À mes yeux, il n’y avait que toi et moi. À tes yeux, il n’y aura jamais de nous.

Une fureur mêlée de désespoir me gagnait. À quoi tout cela rimait-il ? Pourquoi fuyais-tu ? Pourquoi est-ce que tu ne cessais de te refuser à moi tout en te donnant ? Mais je tentais de contenir mes émotions et mes questions en moi-même, car je ne voulais pas que tu disparaisses. Parce que je ne voulais pas disparaître à tes yeux. Alors j’ai fait comme toi : je me suis caché. Et tout a continué.

Cependant, l’idée que tu t’évapores à nouveau m’était intolérable. Je ne voulais plus te perdre, je voulais te garder. Aussi t’ai-je emmené chez moi comme d’habitude, et plus tard, alors que tu semblais prête à t’endormir, je luttais pour garder les yeux ouverts. La nuit était longue, interminable. Je manquais à tous moments de m’endormir, essayais de me remuer sans te réveiller, en venais à me griffer volontairement les bras avec un bout de fil de fer qui traînait par là. J’étais incapable de réfléchir normalement, une seule pensée m’obsédait : ne pas te laisser partir.

Ne pas te laisser disparaître.

Ne pas te laisser partir.

Malgré tout, j’ai fait des micro-sommeils, des micro-rêves. Je voyais à chaque fois le cadavre d’une fille rousse qui me fixait de ses yeux sombres et vides.

Et puis, l’aube approchait. Je sentais tout-à-coup un mouvement à côté de moi, et tu t’es levée tout doucement pour commencer à rassembler tes affaires. Vivement, je me suis retourné et t’ai attrapé le poignet. Tu as poussé un cri, avant d’essayer de te dégager. Je m’agrippais à toi, je te suppliais de rester, de rester avec moi, de me dire ton nom, de ne pas avoir peur. Je te suppliais, mais tu as fini par te libérer. D’un seul mouvement, tu as repris tes affaires, m’as jeté un regard vide et mortel, et tu as disparu en laissant la porte entrouverte, lui faisant subir à présent la caresse du soleil renaissant.

J’étais abattu.

J’avais perdu. Je t’avais perdu. Tu as disparue. Et depuis ce jour-là, je ne compte plus les soirées dans le bar, parce que je ne sais plus si c’est utile. Parce que cette fois, tu ne revenais pas.

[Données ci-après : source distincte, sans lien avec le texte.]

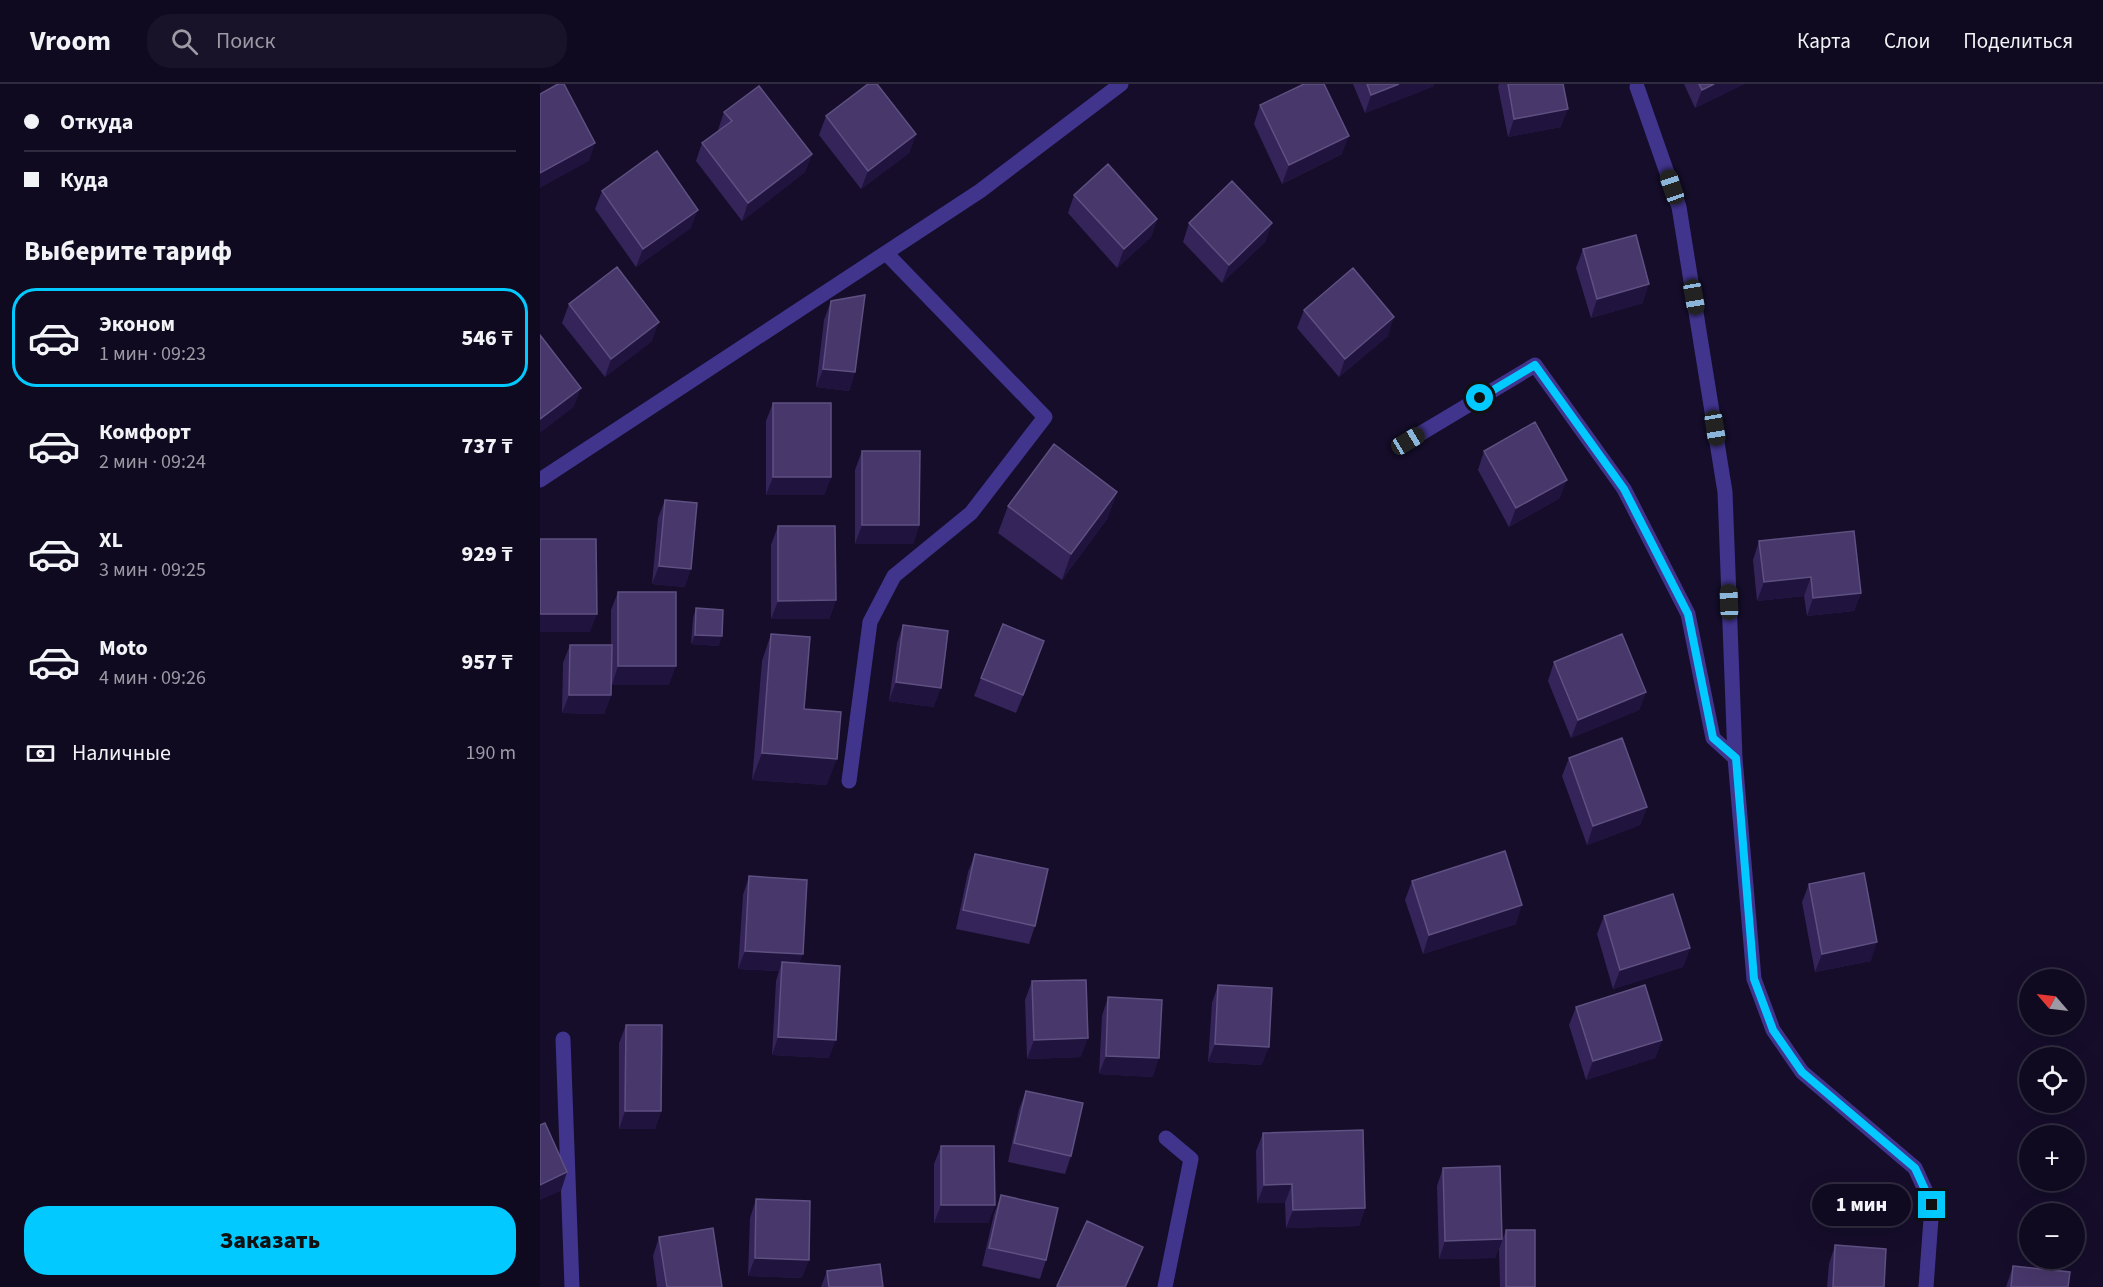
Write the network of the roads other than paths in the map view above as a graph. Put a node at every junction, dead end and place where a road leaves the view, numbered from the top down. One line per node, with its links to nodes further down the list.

J’ignore si un jour, tu verras ce message. J’ignore si, avec le temps, tu me reverras. J’ignore si je le supporterais dans le cas contraire. J’ignore tout, j’espère juste. J’espère que tu reviendras. Quant à ceux qui ont lu ce message par hasard, en se sachant non concerné par cette histoire, je n’aurais alors qu’une seule chose à leur dire : sombrez, amoureux ; votre chute ne sera que plus profonde et magnifique.